Se alejaron del túnel a toda prisa, ansiosos por abandonar aquel lugar. Tras deambular por el recinto, finalmente hallaron una verja entreabierta que los condujo hasta una carretera. Solo entonces comprendieron lo lejos que estaban del punto de partida.
—Tendremos que caminar un buen rato para llegar a casa —dijo Dani.
—Me da igual —contestó Mauro—. Mientras no tengamos que volver a bajar ahí.
Caminaron en silencio durante un rato, cada uno perdido en sus pensamientos. La experiencia los había cambiado a ambos, y sabían que nada volvería a ser igual.
—Oye, Dani… —dijo Mauro finalmente, con la voz algo rasposa. Desvió la mirada hacia el asfalto grisáceo de la carretera, como si las palabras fueran demasiado pesadas para pronunciarlas mirándole a la cara.
—¿Qué?
—Que… joder. —Mauro tragó saliva, buscando las palabras—. Gracias por todo. Lo del instituto. Fui un capullo. Lo siento, de verdad.
Dani le miró, genuinamente sorprendido. No solo por la disculpa, sino por el esfuerzo palpable que le había costado. Vio en él, por primera vez, no al matón, sino al chico que también lo tenía jodido.
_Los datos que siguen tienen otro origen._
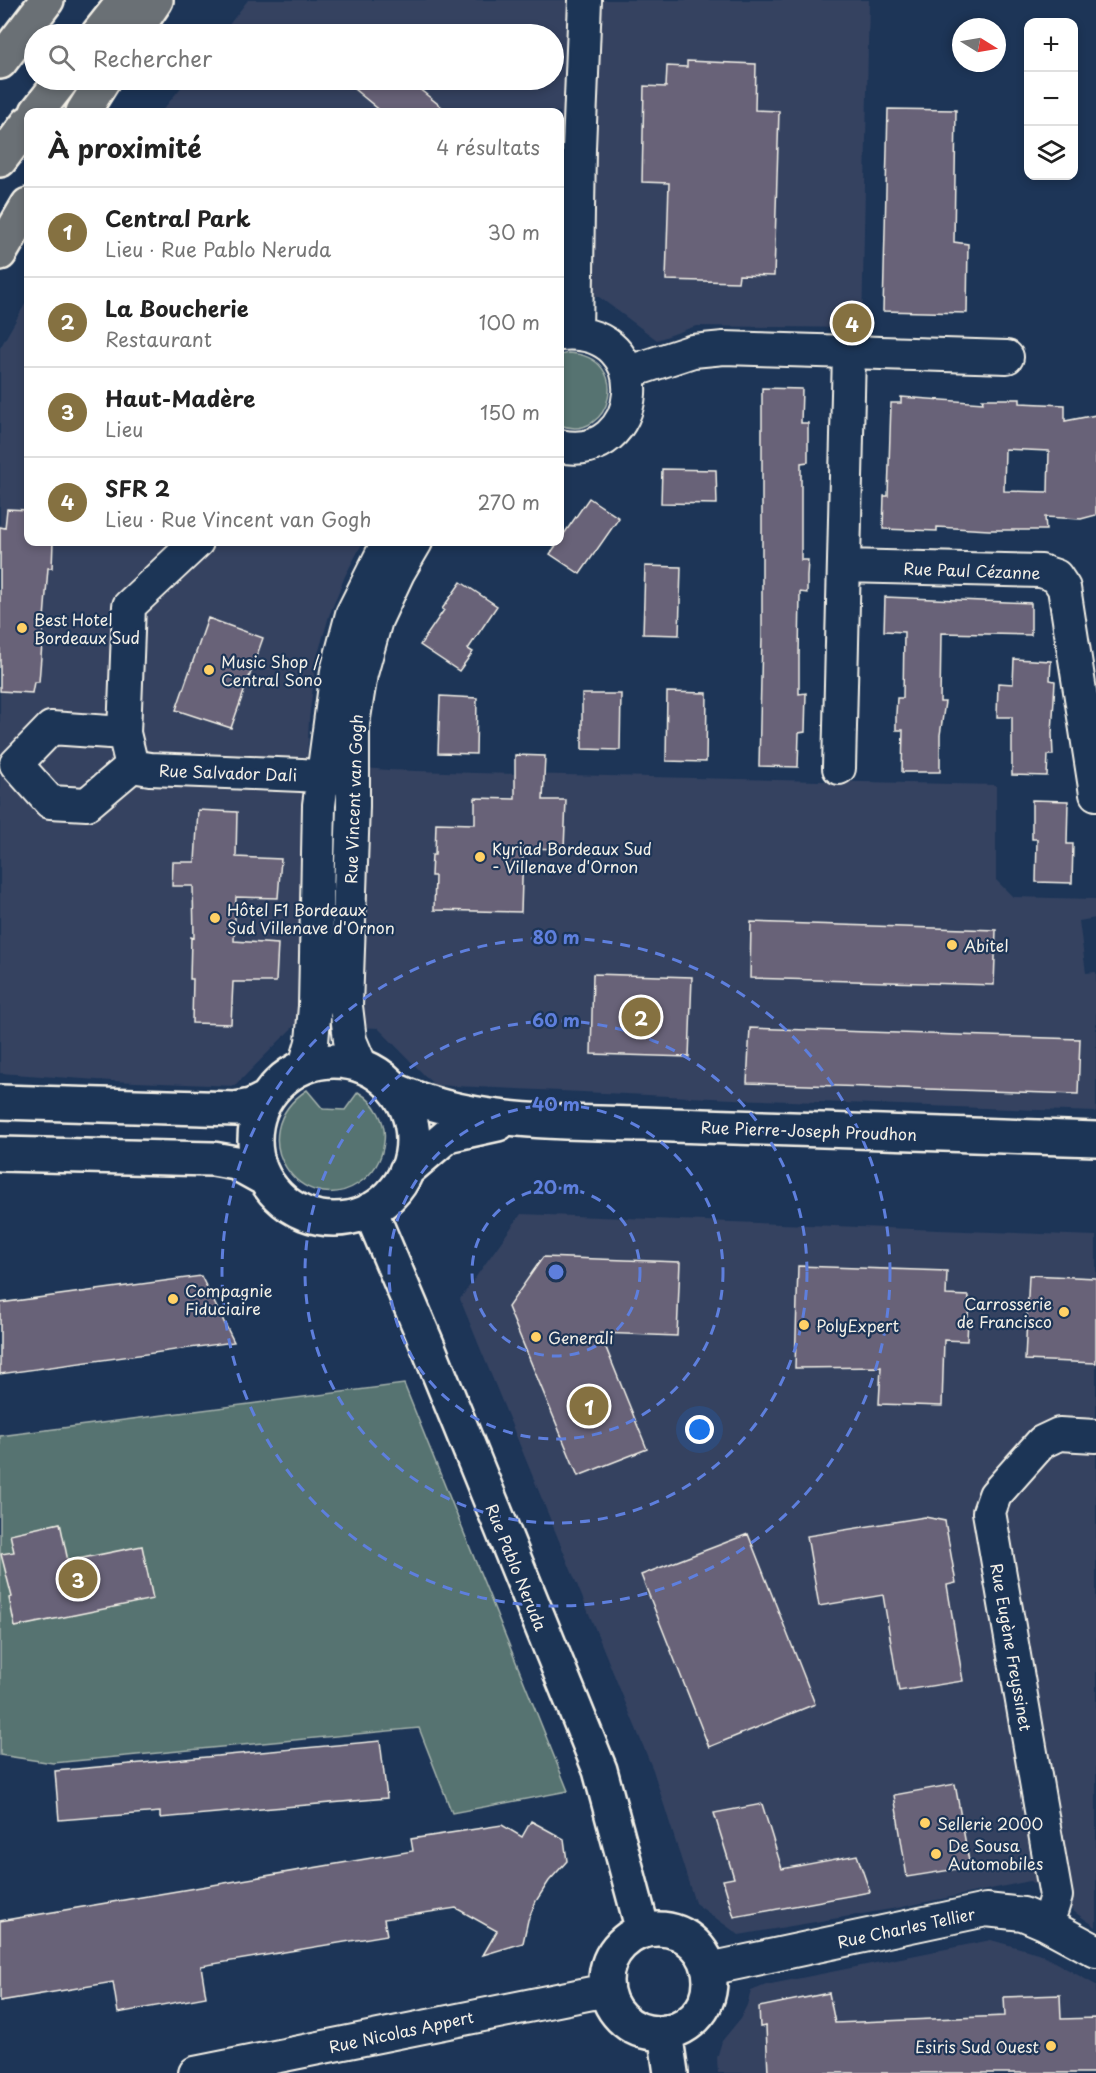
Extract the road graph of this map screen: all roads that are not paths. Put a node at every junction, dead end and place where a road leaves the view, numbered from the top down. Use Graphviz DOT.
graph roads {
  1 [pos="47,0"];
  2 [pos="125,0"];
  3 [pos="156,0"];
  4 [pos="585,0"];
  5 [pos="29,24"];
  6 [pos="106,24"];
  7 [pos="140,24"];
  8 [pos="24,30"];
  9 [pos="0,62"];
  10 [pos="54,90"];
  11 [pos="97,90"];
  12 [pos="40,108"];
  13 [pos="86,108"];
  14 [pos="24,128"];
  15 [pos="0,160"];
  16 [pos="24,212"];
  17 [pos="0,253"];
  18 [pos="568,333"];
  19 [pos="849,353"];
  20 [pos="1007,357"];
  21 [pos="627,370"];
  22 [pos="564,447"];
  23 [pos="193,546"];
  24 [pos="403,546"];
  25 [pos="845,566"];
  26 [pos="124,733"];
  27 [pos="132,766"];
  28 [pos="839,768"];
  29 [pos="338,778"];
  30 [pos="1096,794"];
  31 [pos="305,1066"];
  32 [pos="361,1066"];
  33 [pos="395,1090"];
  34 [pos="267,1098"];
  35 [pos="0,1102"];
  36 [pos="522,1119"];
  37 [pos="1096,1139"];
  38 [pos="0,1154"];
  39 [pos="406,1171"];
  40 [pos="265,1179"];
  41 [pos="370,1210"];
  42 [pos="1096,1436"];
  43 [pos="1044,1923"];
  44 [pos="643,1931"];
  45 [pos="1096,1951"];
  46 [pos="709,1969"];
  47 [pos="607,1990"];
  48 [pos="665,2032"];
  49 [pos="195,2073"];
  50 [pos="671,2073"];
  1 -- 5 [label="highway"];
  2 -- 6 [label="highway"];
  3 -- 7 [label="highway"];
  4 -- 18 [label="street"];
  8 -- 9 [label="highway"];
  10 -- 12 [label="highway"];
  11 -- 13 [label="highway"];
  14 -- 15 [label="highway"];
  16 -- 17 [label="highway"];
  18 -- 21 [label="street"];
  19 -- 20 [label="street"];
  19 -- 21 [label="street"];
  19 -- 25 [label="street"];
  21 -- 22 [label="street"];
  23 -- 26 [label="street"];
  24 -- 29 [label="street, Rue Vincent van Gogh"];
  25 -- 28 [label="street"];
  25 -- 30 [label="street, Rue Paul Cézanne"];
  26 -- 27 [label="street"];
  26 -- 27 [label="street"];
  27 -- 29 [label="street, Rue Salvador Dali"];
  29 -- 31 [label="street, Rue Vincent van Gogh"];
  29 -- 32 [label="street, Rue Vincent van Gogh"];
  31 -- 32 [label="street"];
  31 -- 34 [label="street"];
  32 -- 33 [label="street"];
  33 -- 36 [label="street, Rue Pierre-Joseph Proudhon"];
  33 -- 39 [label="street"];
  34 -- 35 [label="street"];
  34 -- 40 [label="street"];
  36 -- 37 [label="street, Rue Pierre-Joseph Proudhon"];
  36 -- 39 [label="street, Rue Pierre-Joseph Proudhon"];
  38 -- 40 [label="street"];
  39 -- 41 [label="street"];
  40 -- 41 [label="street"];
  41 -- 44 [label="street, Rue Pablo Neruda"];
  42 -- 43 [label="street, Rue Eugène Freyssinet"];
  43 -- 45 [label="street, Rue Charles Tellier"];
  43 -- 46 [label="street, Rue Charles Tellier"];
  44 -- 46 [label="street"];
  44 -- 47 [label="street"];
  46 -- 48 [label="street"];
  47 -- 48 [label="street"];
  47 -- 49 [label="street, Rue Nicolas Appert"];
  48 -- 50 [label="street"];
}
—Yo también lo siento —dijo con sinceridad—. Por haberte juzgado sin conocerte.
Mauro asintió, aún sin atreverse a sostenerle la mirada por mucho tiempo. Después de un silencio que duró un par de pasos, extendió la mano, con un gesto torpe y dubitativo.
—¿Borrón y cuenta nueva, entonces?
Dani miró la mano extendida y luego a los ojos de Mauro. Por primera vez, vio algo más allá de la hostilidad. Vio a un aliado.
—Amigos —confirmó Dani, estrechándosela con firmeza. Mientras caminaban hacia casa bajo la extraña luz grisácea de la madrugada, ninguno de los dos podía imaginar que lo que habían vivido esa noche era solo el comienzo. La semana rara de Torrejón aún no había terminado, y lo peor estaba por llegar.